Despite the great amount of information on the impacts of fire, there are obvious gaps within the research of fire ecology. The long-term ecological effects of fire exclusion, prescribed burning and other important strategies of fire management is overall poorly understood, with fire ecologists only just beginning to initiate and implement research studies to determine the extent of these impacts.

ember institute

‘Ember’, the educational link between research and the community. It’s organic and abstract form, though unique for its surroundings, seamlessly blends into the ridged and hilly landscape which engulfs it. Like a burning ember, the internal lights emit an eery glow up over the satin grey fibre cement exterior reminiscing the buildings intent.
The structure peaks interest, it invites people in although being unaware of what lays ahead. Leading into the inner workings the grand open spaces and natural finishes contrast to the bleak and monolithic exterior. High ceilings welcome soaring interactive screens allowing research to be conveyed to visitors and personnel. A large sweeping curtain wall wraps around the elevated north-east façade permitting occupants to gaze out over the landscape which they seek to protect, while from the exterior looking up an almost flickering fire effect is achieved – a constant reminder to the research which the institution seeks to educate. The building aims to bring both the community and speciality fire regime organisations together to create a Queensland hub for fire management education.
Having a focus on implementing better fire management programs, the structure itself has been designed to strict standards. The completely ‘Equitone’ fibre cement shell creates a retardant exterior layer against flames and embers, while the insulating layer behind protects the inner workings from heat. This exterior layer coupled the no eaves or overhanging balcony’s, with the limited windows placed strategically; the structure is to achieve a BAL rating of 19/29. This rating is also possible with the interior fire egress being thoughtfully designed to allow for occupants to exit quickly and easily within the required standards. Ember is in the forefront of fire prevention and educational services.
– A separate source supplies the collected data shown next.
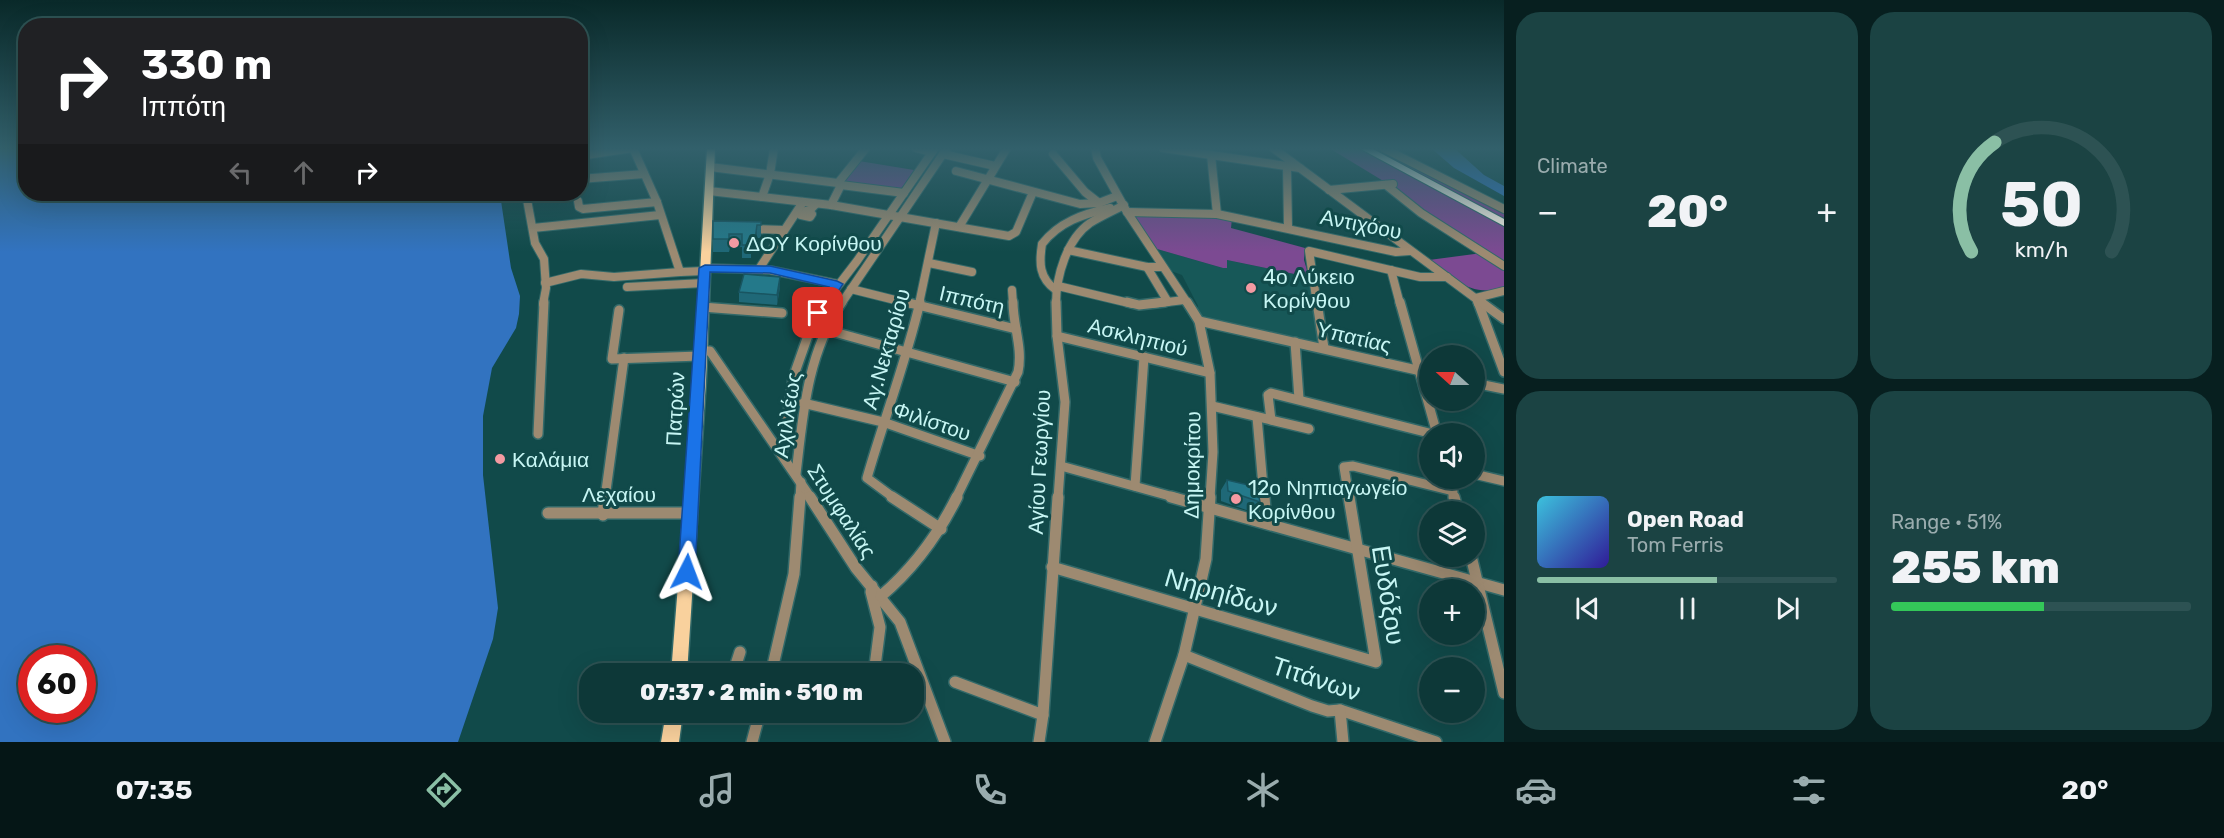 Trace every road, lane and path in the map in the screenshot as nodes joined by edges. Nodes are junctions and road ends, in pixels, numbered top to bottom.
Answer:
1 (648, 183) edge
2 (709, 183) edge
3 (767, 183) edge
4 (830, 183) edge
5 (911, 183) edge
6 (924, 183) edge
7 (986, 183) edge
8 (1001, 183) edge
9 (1077, 183) edge
10 (1111, 183) edge
11 (1214, 183) edge
12 (1287, 183) edge
13 (1319, 183) edge
14 (1429, 183) edge
15 (1452, 183) edge
16 (840, 184) junction
17 (1329, 190) junction
18 (709, 191) junction
19 (1034, 192) junction
20 (904, 193) junction
21 (762, 197) junction
22 (522, 201) edge
23 (527, 201) edge
24 (578, 201) dead end
25 (657, 202) junction
26 (803, 202) junction
27 (1099, 202) junction
28 (816, 204) junction
29 (1123, 204) junction
30 (831, 206) junction
31 (1504, 209) edge
32 (809, 211) dead end
33 (888, 214) junction
34 (1217, 214) junction
35 (660, 215) junction
36 (901, 216) junction
37 (936, 223) junction
38 (1504, 223) edge
39 (959, 227) junction
40 (532, 228) junction
41 (1288, 228) junction
42 (740, 229) edge
43 (784, 230) junction
44 (1068, 250) junction
45 (1410, 251) junction
46 (929, 263) junction
47 (1504, 266) edge
48 (1146, 267) junction
49 (1162, 267) junction
50 (759, 268) junction
51 (1391, 270) junction
52 (680, 272) junction
53 (972, 272) dead end
54 (704, 274) junction
55 (1447, 277) junction
56 (545, 283) junction
57 (837, 284) junction
58 (627, 287) dead end
59 (1057, 288) junction
60 (851, 289) junction
61 (1012, 290) dead end
62 (1504, 291) edge
63 (1476, 298) junction
64 (1184, 300) junction
65 (1168, 302) junction
66 (918, 305) junction
67 (702, 307) junction
68 (619, 310) dead end
69 (782, 313) dead end
70 (1504, 319) edge
71 (1200, 321) junction
72 (1016, 329) junction
73 (827, 330) junction
74 (1057, 336) junction
75 (1294, 342) junction
76 (1324, 348) junction
77 (908, 352) junction
78 (703, 355) junction
79 (1144, 357) junction
80 (624, 358) junction
81 (1418, 370) junction
82 (1504, 372) edge
83 (1210, 373) junction
84 (1015, 382) junction
85 (1485, 385) edge
86 (1504, 389) edge
87 (1299, 399) junction
88 (803, 403) junction
89 (1212, 406) junction
90 (1257, 417) junction
91 (1271, 420) junction
92 (883, 422) junction
93 (1432, 423) edge
94 (1309, 429) dead end
95 (1419, 430) edge
96 (538, 434) dead end
97 (782, 454) junction
98 (980, 456) junction
99 (1061, 466) junction
100 (1485, 477) edge
101 (799, 478) junction
102 (1504, 481) edge
103 (1135, 486) junction
104 (1453, 491) joint
105 (1455, 501) edge
106 (1210, 507) junction
107 (548, 513) dead end
108 (690, 513) junction
109 (603, 514) junction
110 (1266, 523) junction
111 (941, 529) junction
112 (1358, 549) junction
113 (1052, 567) junction
114 (1467, 579) edge
115 (1485, 584) edge
116 (872, 586) junction
117 (1504, 590) edge
118 (881, 596) junction
119 (1196, 609) junction
120 (1485, 612) edge
121 (740, 652) dead end
122 (1184, 655) junction
123 (1376, 662) joint
124 (680, 663) edge
125 (736, 663) edge
126 (774, 663) edge
127 (875, 663) edge
128 (955, 682) dead end
129 (1504, 693) edge
130 (1340, 710) junction
131 (1043, 715) junction
132 (673, 723) edge
133 (757, 723) edge
134 (670, 742) edge
135 (752, 742) edge
136 (945, 742) edge
137 (1039, 742) edge
138 (1155, 742) edge
139 (1343, 742) edge
140 (1436, 742) edge

1 - 25 street
2 - 18 main road, Πατρών
3 - 21 street
4 - 16 street
5 - 20 street
6 - 36 street, Αχιλλέως
7 - 39 street
8 - 19 street
9 - 27 street
10 - 29 street
11 - 34 street
12 - 41 street
13 - 17 street
14 - 38 highway
15 - 31 street
16 - 20 street
16 - 30 street
17 - 45 street
17 - 47 street
18 - 21 street
18 - 54 main road, Πατρών
19 - 27 street
19 - 39 street
20 - 33 street
21 - 26 street
22 - 40 street
23 - 40 street
24 - 25 street
25 - 35 street
26 - 28 street
26 - 43 street
27 - 29 street
28 - 30 street
28 - 32 street
29 - 34 street, Αντιχόου
29 - 44 street, Αγίου Γεωργίου
29 - 49 street, Δημοκρίτου
29 - 59 street
30 - 33 street
33 - 36 street
33 - 57 street
34 - 41 street, Αντιχόου
35 - 40 street
35 - 52 street
36 - 37 street
36 - 60 street, Αχιλλέως
37 - 39 street
37 - 46 street, Αγ.Νεκταρίου
40 - 56 street
41 - 45 street, Αντιχόου
42 - 43 street
43 - 50 street
44 - 48 street
44 - 59 street, Αγίου Γεωργίου
45 - 55 street
46 - 53 street
46 - 66 street, Αγ.Νεκταρίου
48 - 49 street
48 - 65 street
49 - 64 street, Δημοκρίτου
50 - 54 street
50 - 57 street
51 - 55 street
51 - 76 street
51 - 81 street
52 - 54 street
52 - 56 street
54 - 58 street
54 - 67 main road, Πατρών
55 - 63 street
56 - 96 street
57 - 97 street
59 - 65 street
59 - 74 street, Αγίου Γεωργίου
60 - 66 street, Ιππότη
60 - 73 street, Αχιλλέως
61 - 72 street
62 - 63 street
63 - 70 street
63 - 82 street
64 - 65 street
64 - 71 street, Δημοκρίτου
66 - 72 street, Ιππότη
66 - 77 street, Αγ.Νεκταρίου
67 - 69 street
67 - 78 main road, Πατρών
68 - 80 street
71 - 75 street, Υπατίας
71 - 83 street, Δημοκρίτου
72 - 84 street
73 - 77 street
73 - 88 street, Αχιλλέως
74 - 79 street, Ασκληπιού
74 - 99 street, Αγίου Γεωργίου
75 - 76 street, Υπατίας
75 - 87 street
76 - 81 street, Υπατίας
77 - 84 street
77 - 92 street, Αγ.Νεκταρίου
78 - 80 street
78 - 97 street, Στυμφαλίας
78 - 108 main road, Πατρών
79 - 83 street, Ασκληπιού
79 - 103 street
80 - 109 street
81 - 93 street
83 - 89 street, Δημοκρίτου
84 - 98 street
85 - 86 street
87 - 91 street
87 - 95 street
88 - 92 street, Φιλίστου
88 - 101 street, Αχιλλέως
89 - 90 street
89 - 106 street, Δημοκρίτου
90 - 91 street
90 - 110 street
91 - 94 street
92 - 98 street, Φιλίστου
92 - 111 street, Αγ.Νεκταρίου
97 - 101 street, Στυμφαλίας
98 - 111 street
99 - 103 street
99 - 113 street, Αγίου Γεωργίου
100 - 102 street
101 - 116 street, Στυμφαλίας
101 - 126 street, Αχιλλέως
103 - 106 street
104 - 105 street
104 - 112 street, Ευδόξου
106 - 110 street
106 - 119 street, Δημοκρίτου
107 - 109 street, Λεχαίου
108 - 109 street, Λεχαίου
108 - 124 main road, Πατρών
110 - 112 street
111 - 118 street
112 - 114 street
112 - 123 street, Ευδόξου
113 - 119 street, Νηρηίδων
113 - 131 street, Αγίου Γεωργίου
115 - 117 street
116 - 118 street, Στυμφαλίας
116 - 127 street
118 - 136 street, Στυμφαλίας
119 - 122 street, Δημοκρίτου
119 - 123 street, Νηρηίδων
120 - 129 street
121 - 125 street
122 - 130 street, Τιτάνων
122 - 138 street, Δημοκρίτου
128 - 131 street
130 - 139 street
130 - 140 street, Τιτάνων
131 - 137 street, Αγίου Γεωργίου
132 - 134 main road
133 - 135 street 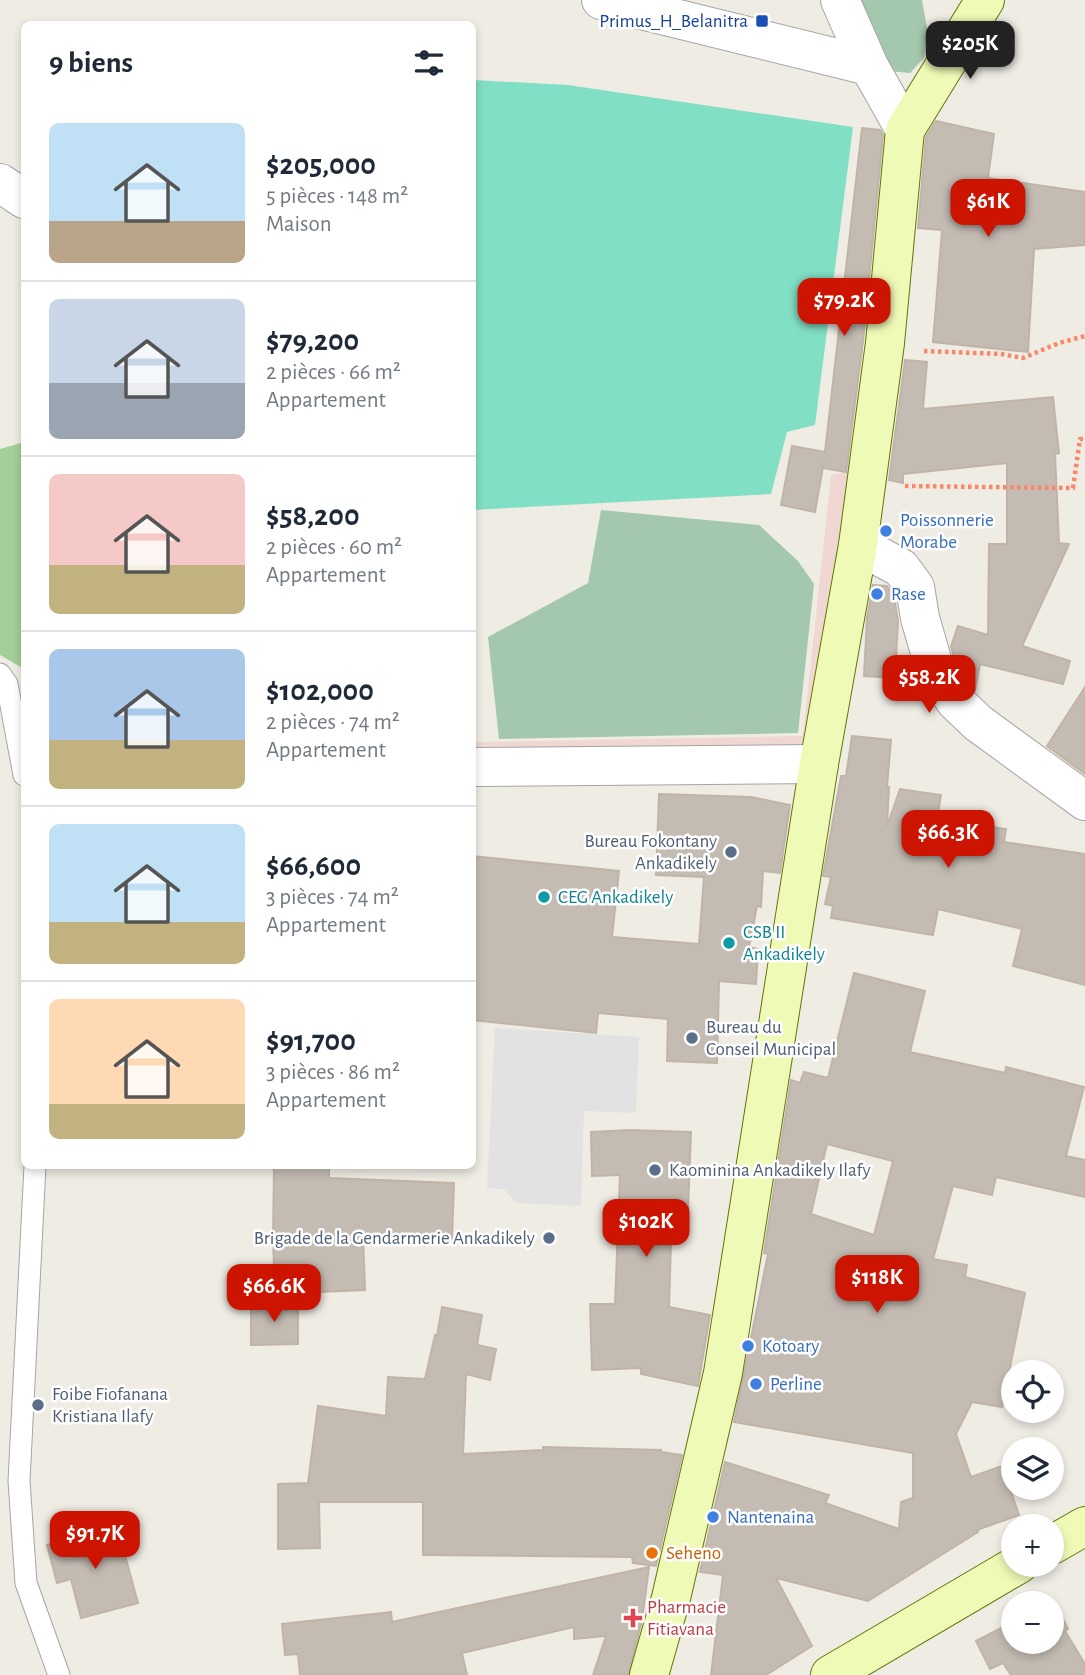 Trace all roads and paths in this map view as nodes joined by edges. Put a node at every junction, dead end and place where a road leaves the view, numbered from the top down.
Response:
1 (601, 0) edge
2 (840, 0) edge
3 (985, 0) edge
4 (869, 66) junction
5 (905, 130) junction
6 (0, 183) edge
7 (21, 197) edge
8 (1085, 336) edge
9 (886, 343) junction
10 (1085, 439) edge
11 (866, 486) junction
12 (858, 545) junction
13 (0, 674) edge
14 (21, 759) edge
15 (819, 764) junction
16 (476, 767) edge
17 (1085, 800) edge
18 (35, 1169) edge
19 (1085, 1526) edge
20 (1064, 1538) edge
21 (1001, 1575) edge
22 (59, 1675) edge
23 (649, 1675) edge
24 (830, 1675) edge

1 - 4 street
2 - 4 street
3 - 5 street
4 - 5 street
5 - 9 street
6 - 7 street
8 - 9 path
9 - 11 street
10 - 11 path
11 - 12 street
12 - 15 street
12 - 17 street
13 - 14 lane
15 - 16 street
15 - 23 street
18 - 22 lane
19 - 20 street
21 - 24 street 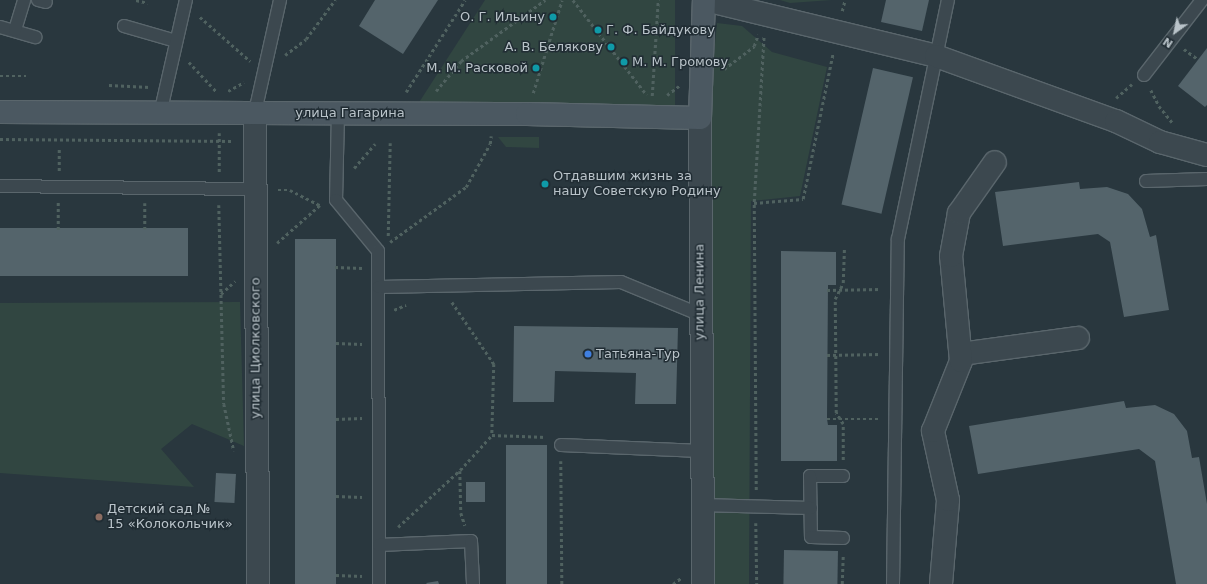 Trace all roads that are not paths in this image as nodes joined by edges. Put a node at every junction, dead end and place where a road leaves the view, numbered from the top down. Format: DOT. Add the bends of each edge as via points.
graph roads {
  1 [pos="24,0"];
  2 [pos="280,0"];
  3 [pos="705,0"];
  4 [pos="948,0"];
  5 [pos="1202,0"];
  6 [pos="185,2"];
  7 [pos="124,26"];
  8 [pos="0,27"];
  9 [pos="15,30"];
  10 [pos="36,37"];
  11 [pos="176,44"];
  12 [pos="936,56"];
  13 [pos="1144,75"];
  14 [pos="0,112"];
  15 [pos="255,112"];
  16 [pos="338,113"];
  17 [pos="160,114"];
  18 [pos="700,118"];
  19 [pos="1207,155"];
  20 [pos="995,162"];
  21 [pos="1207,179"];
  22 [pos="1146,182"];
  23 [pos="0,186"];
  24 [pos="255,189"];
  25 [pos="379,287"];
  26 [pos="700,315"];
  27 [pos="1078,338"];
  28 [pos="961,354"];
  29 [pos="561,446"];
  30 [pos="701,451"];
  31 [pos="843,476"];
  32 [pos="701,504"];
  33 [pos="811,508"];
  34 [pos="843,538"];
  35 [pos="379,545"];
  36 [pos="258,584"];
  37 [pos="379,584"];
  38 [pos="473,584"];
  39 [pos="703,584"];
  40 [pos="893,584"];
  41 [pos="941,584"];
  1 -- 9 [label="lane"];
  2 -- 15 [label="lane"];
  3 -- 12 [label="street"];
  3 -- 18 [label="street, улица Ленина"];
  4 -- 12 [label="lane"];
  5 -- 13 [label="lane"];
  6 -- 11 [label="lane"];
  7 -- 11 [label="lane"];
  8 -- 9 [label="lane"];
  9 -- 10 [label="lane"];
  11 -- 17 [label="lane"];
  12 -- 19 [label="street" via="1116,121 1160,142"];
  12 -- 40 [label="lane" via="898,239"];
  14 -- 17 [label="street, улица Гагарина"];
  15 -- 16 [label="street, улица Гагарина"];
  15 -- 17 [label="street, улица Гагарина"];
  15 -- 24 [label="street, улица Циолковского"];
  16 -- 18 [label="street, улица Гагарина"];
  16 -- 25 [label="lane" via="336,200 378,251"];
  18 -- 26 [label="street, улица Ленина"];
  20 -- 28 [label="street" via="959,213 951,256"];
  21 -- 22 [label="lane"];
  23 -- 24 [label="lane"];
  24 -- 36 [label="street, улица Циолковского"];
  25 -- 26 [label="lane" via="621,282"];
  25 -- 35 [label="lane"];
  26 -- 30 [label="street, улица Ленина"];
  27 -- 28 [label="street"];
  28 -- 41 [label="street" via="961,361 933,431 948,500"];
  29 -- 30 [label="lane"];
  30 -- 32 [label="street, улица Ленина"];
  31 -- 33 [label="lane" via="810,476"];
  32 -- 33 [label="lane"];
  32 -- 39 [label="street, улица Ленина"];
  33 -- 34 [label="lane" via="811,537"];
  35 -- 37 [label="lane"];
  35 -- 38 [label="lane" via="471,541"];
}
The Fire and Biodiversity Field Research Station focuses on immersion and interaction. The facility is a part of the land, being built into the base of the hill and looking up and out into the environment which surrounds it, allowing the users to feel a higher responsibility to solve its problems. The station houses departments for actively fighting fire, prescribed burning and training, along with a wildlife recovery unit for injured animals, practical research labs, private and collaborative office spaces, a meeting room, equipment storage and a large kitchen and lounge for everyone to use.
The overall form is hugely shaped by the surrounding location, with certain design liberties being possible as a result. Positioned by a creek on the north-east facing slope it is very unlikely for fire to burn up towards the facility, having to of originated by the creek and travel against prevailing winds to do so. This orientation as a result allows the structure to utilise glass on these facades, though windows are still equipped with water sprinkler systems and toughened glass to help achieve the BAL FZ rating which is requested. In respect to fires originating from the south-east, the structure acts as an extension of the land, with flames passing by or above, utilising the earth as a natural insulating barrier. The use of fire-retardant materials such as masonry brick walls, the Ember Equitone fibre cement system and stainless-steel drainpipes adds an additional protective layer. The overall design and layout of the research facility is kept simple, with large open spaces and direct corridors allowing for easy navigation and escape, as well as creating numerous opportunities to promote views of the surrounding environmental and natural light.

Rhys Kelly

I have spent my years at university exploring unique and potentially controversial designs in an attempt to push myself to a more abstract thought process. I am quite structured in my usual thinking; I like to understand how things work or what can be done to increase efficiency. I am passionate about architecture and wish to continue to push myself.